Richard Russo dissèque, soigneusement, les âmes de ses personnages, allant jusqu'au bout de l'ambiance guimauve et provoquer l'écoeurement de son lecteur devant l'optimisme horripilant de Lou Lynch père, qu'il a envie de secouer pour lui faire quitter ce sourire à la limite de la niaiserie. Lou Lynch, parangon de la confiance en son pays qui ne peut que désirer le bien et le bonheur de ses citoyens, ce pays qui est l'exemple de la liberté (à partir du moment où on n'est ni noir, ni latino, ni indien!) et de la démocratie, alors que tout part à vau l'eau entre les cancers dus aux pollutions industrielles et le déclin économique. Le lecteur se dit que Lucy n'a aucune chance d'évoluer et commence à angoisser devant l'inamovible sourire dont il a hérité et son entêtement à ne pas vouloir bouger de Thomaston. Par de subtils petits coups de pinceau, Russo apporte profondeur et complexité à Lucy si bien que très rapidement, le lecteur ne peut s'empêcher de s'y attacher, de sourire avec lui, de regarder nostalgique le passé et les souvenirs, d'éprouver tendresse et compassion pour le monde qui va comme il peut. Derrière les apparences, se dissimule toujours une face invisible avec ses joies et ses blessures, c'est ce, grâce à une très belle écriture et un regard tendre, que Russo dessine délicatement, au gré des tons sépia de l'univers révolu des souvenirs et de l'enfance.

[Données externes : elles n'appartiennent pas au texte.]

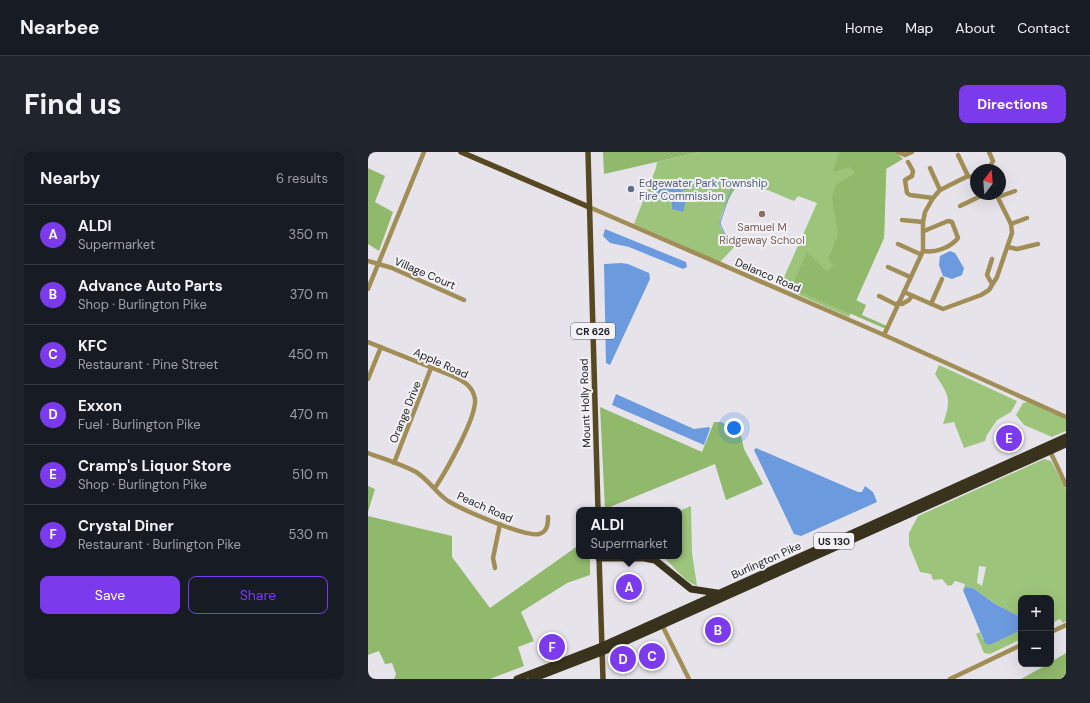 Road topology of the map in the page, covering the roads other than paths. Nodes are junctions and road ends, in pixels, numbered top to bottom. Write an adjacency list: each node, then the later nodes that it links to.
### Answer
1 (424, 152): 31 (street)
2 (461, 152): 19 (main road, Delanco Road)
3 (588, 152): 19 (main road, Mount Holly Road / CR 626)
4 (898, 152): 5 (street)
5 (912, 152)
6 (989, 152): 9 (street)
7 (958, 155): 11 (street)
8 (908, 162): 15 (street)
9 (991, 164)
10 (930, 168): 12 (street)
11 (968, 176): 12 (street)
12 (940, 190): 15 (street)
13 (1015, 191): 14 (street)
14 (1006, 194)
15 (933, 198): 22 (street)
16 (973, 200): 18 (street)
17 (999, 200): 23 (street)
18 (960, 206)
19 (589, 207): 43 (street, Delanco Road); 56 (main road, Mount Holly Road / CR 626)
20 (1027, 218): 23 (street)
21 (902, 220): 22 (street)
22 (923, 222): 24 (street)
23 (1011, 224): 27 (street)
24 (924, 231): 28 (street); 28 (street)
25 (898, 244): 28 (street)
26 (1038, 244): 27 (street)
27 (1008, 247): 35 (street)
28 (921, 252): 33 (street)
29 (992, 259): 35 (street)
30 (368, 261): 31 (street, Village Court)
31 (378, 263): 36 (street); 40 (street, Village Court)
32 (888, 267): 33 (street)
33 (910, 277): 37 (street)
34 (942, 280): 42 (street)
35 (992, 284): 42 (street)
36 (368, 289)
37 (904, 292): 39 (street); 41 (street)
38 (879, 296): 41 (street)
39 (912, 296): 41 (street); 42 (street)
40 (464, 300)
41 (898, 304): 43 (street)
42 (931, 304)
43 (884, 335): 48 (street, Delanco Road)
44 (368, 342): 45 (street, Apple Road)
45 (381, 347): 46 (street, Apple Road); 47 (street)
46 (431, 368): 53 (street, Orange Drive); 55 (street, Apple Road)
47 (368, 379)
48 (1066, 417)
49 (1066, 437): 51 (highway, Burlington Pike / US 130)
50 (1066, 444): 51 (highway, Burlington Pike / US 130)
51 (1049, 448): 54 (street); 62 (highway, Burlington Pike / US 130); 63 (highway, Burlington Pike / US 130)
52 (368, 453): 53 (street, Peach Road)
53 (394, 463): 55 (street, Peach Road)
54 (1066, 485)
55 (435, 488): 58 (street, Peach Road)
56 (598, 507)
57 (548, 517): 58 (street, Peach Road)
58 (500, 524): 61 (street)
59 (599, 559): 67 (main road)
60 (649, 559): 62 (highway)
61 (495, 568)
62 (719, 593): 67 (highway, Burlington Pike / US 130)
63 (662, 625): 67 (highway, Burlington Pike / US 130); 71 (street)
64 (1066, 625): 65 (street)
65 (1053, 631)
66 (1018, 646): 72 (street)
67 (602, 649): 68 (highway, Burlington Pike / US 130); 69 (highway, Burlington Pike / US 130); 70 (main road)
68 (517, 679)
69 (532, 679)
70 (603, 679)
71 (689, 679)
72 (950, 679)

"Le pont des soupirs" est un roman intimiste qui déroule une galerie de personnages plus attachants les uns que les autres, malgré leurs défauts; ainsi le personnage de Berg, le professeur de lettres, père de Sarah, dont les cours subversifs sont un véritable régal...un orfèvre de la maïeutique! Ou encore le frère de Lou senior, irritant de grossièreté mais débordant d'amour indicible pour son frère comme pour sa belle-soeur. Au fil des chapitres et de leurs touches minimes mais essentielles, l'irritation, l'agacement ressenti devant la naïveté de Lou et les "absences" de Lucy (absences qui puisent leur origine dans le refus d'accepter la noirceur inexplicable du monde? Absences qui offrent une porte de sortie, une respiration salutaire, un monde de paix et de sérénité dont il a de plus en plus de difficulté à quitter?) , laissent la place à une vision positive du monde malgré ses imperfections et apportent, sans fausse note, le dénouement du récit: Lucy qui déplace son amour du voyage immobile pour la fraîcheur enthousiaste d'une enfant qui s'éveille à la vie.
Roman traduit de l'anglais (USA) par Jean-Luc Piningre
Les avis de amanda antigone Karine lecture-écriture BOB
Roman lu dans le cadre des Lectures Communes de Parfums de Livre
3 commentaires:
J'adore ce romancier ! Cela me fait penser que j'ai encore quelques non lus dans ma PAL !!!
@manu: ce fut une très belle découverte pour moi qui ne connaissais absolument pas cet auteur!!
Il m'a beaucoup plu, ce livre, de même que Le déclin de l'empire Whiting, du même auteur!!!